DRB-Tagung in Würzburg

Unterdessen blickt Grizzly-Boss Dino Noth auf die bevorstehende Bundesligatagung des Deutschen Ringer-Bundes (DRB) am Sonntag. In Würzburg kommen alle 23 Erstliga-Vereine zusammen, um wieder einmal um die Zukunft des Ringkampfsports zu diskutieren. „Ich hoffe, dass es diesmal keinen Schnellschuss gibt. Hier sollten alle an einem Strang ziehen. Wünschenswert wäre, wenn der DRB bis spätestens April 2019 ein Konzept für die nächsten Jahre stricken könnte. Nur so können sich alle Vereine danach ausrichten.“ Neben Noth wird auch Manager und sportlicher Leiter Mario Besold an der Tagung teilnehmen.

Schon am vergangenen Wochenende tagte der Bundesligaausschuss.

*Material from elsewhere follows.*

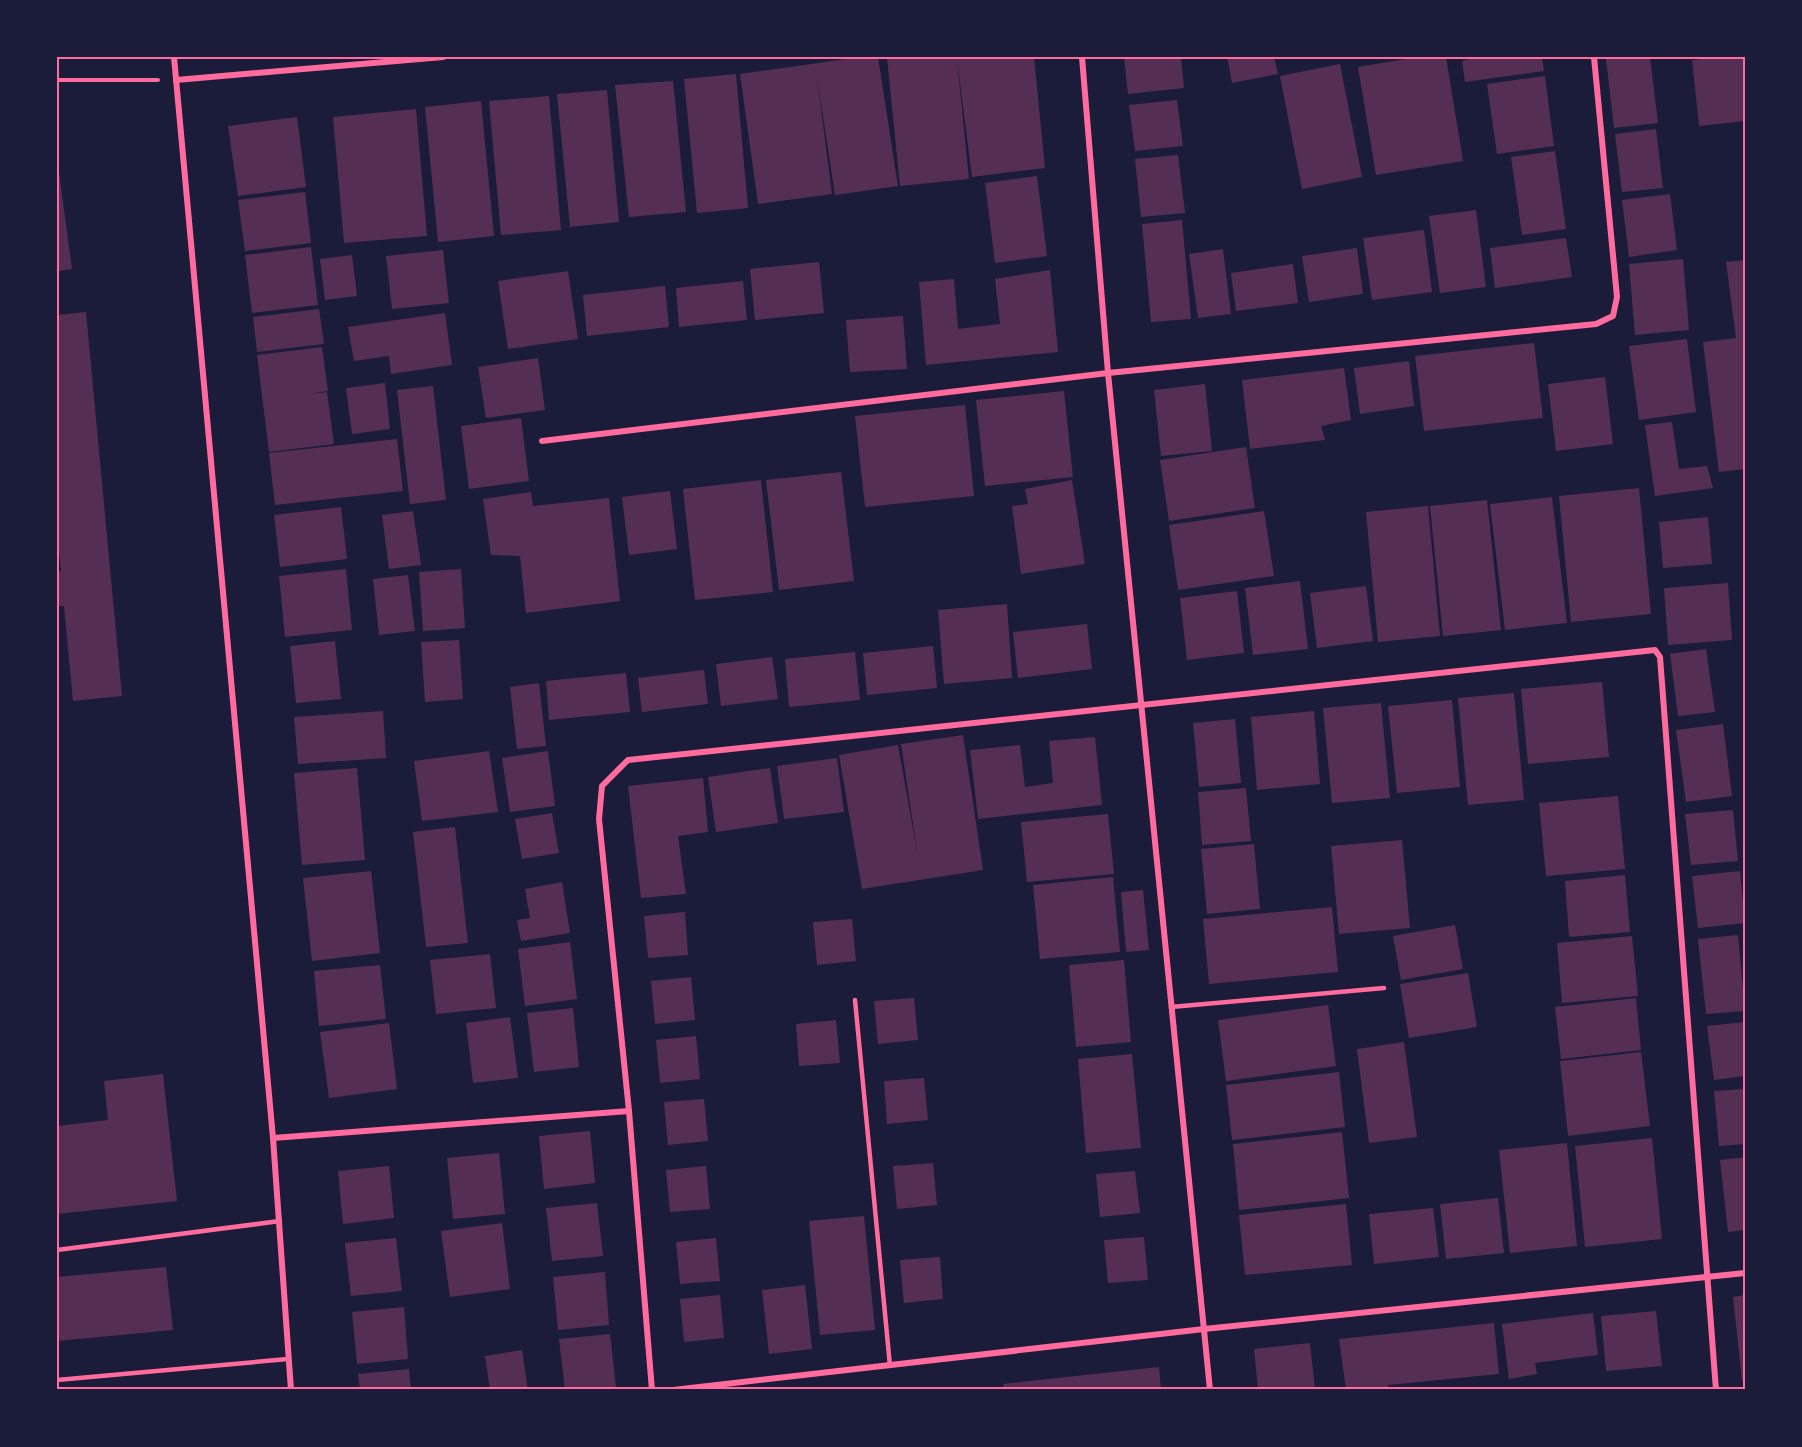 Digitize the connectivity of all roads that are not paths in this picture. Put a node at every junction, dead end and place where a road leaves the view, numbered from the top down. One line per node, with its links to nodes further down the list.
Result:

Eine Vielzahl an Vorschlägen wurden diskutiert, allen voran die Rückkehr zu einer zweistufigen Bundesliga steht im Raum. „15 Vereine votierten nach einer Umfrage für die Wiedereinführung der 2. Bundesliga, davon würden vier Vereine künftig in einer 1. Bundesliga und elf Vereine in der 2. Bundesliga kämpfen, während acht der derzeitig 23 DRB-Bundesligavereine die derzeitige Struktur mit drei Vorrundenstaffeln beibehalten möchten“, so der DRB-Vizepräsident für Bundesligaangelegenheiten Ralf Diener.

Derzeit kämpfen 23 Teams in drei Vorrundengruppen um den Einzug ins Viertelfinale, an dem die beiden Staffelersten, sowie zwei der drei Drittplatzierten teilnehmen. Da die Staffel Südost nur mit 7 Teams an den Start ging und zwangsläufig weniger Kämpfe und damit auch weniger Punkte erzielt, werden die beiden Drittplatzierten in diesem Jahr nicht nach Anzahl der erzielten Punkte, sondern durch Losentscheid ermittelt.

Das Problem der derzeitigen Struktur ist nicht nur der riesige Leistungsunterschied innerhalb der drei Vorrundenstaffeln, sondern auch dass der Sprung von den Regional- und Verbandsligen in die höchste Kampfklasse für viele Vereine viel zu groß, finanziell und personell gar nicht zu stemmen ist. „Ausgehend von diesem Mehrheitswunsch und den unüberhörbaren Wünschen aus einigen Landesverbänden zu einer Veränderung der Ligenstruktur ist der Bundesligaausschuss zu dem Entschluss gekommen, dass sich die vielfach eingeforderte Verkleinerung der Leistungsunterschiede am ehesten durch die Einführung einer zusätzlichen Leistungsebene, also die Zweite Bundesliga, erreichen lässt“, so das Fazit von Ralf Diener nach der Sitzung im Bundesligaausschuss. Eine Zweite Bundesliga soll kommen, nur steht in Würzburg, bei der Bundesligatagung aller DRB-Bundesligavereine die Frage im Raum: Wann soll sie denn nun kommen, die 2. Bundesliga?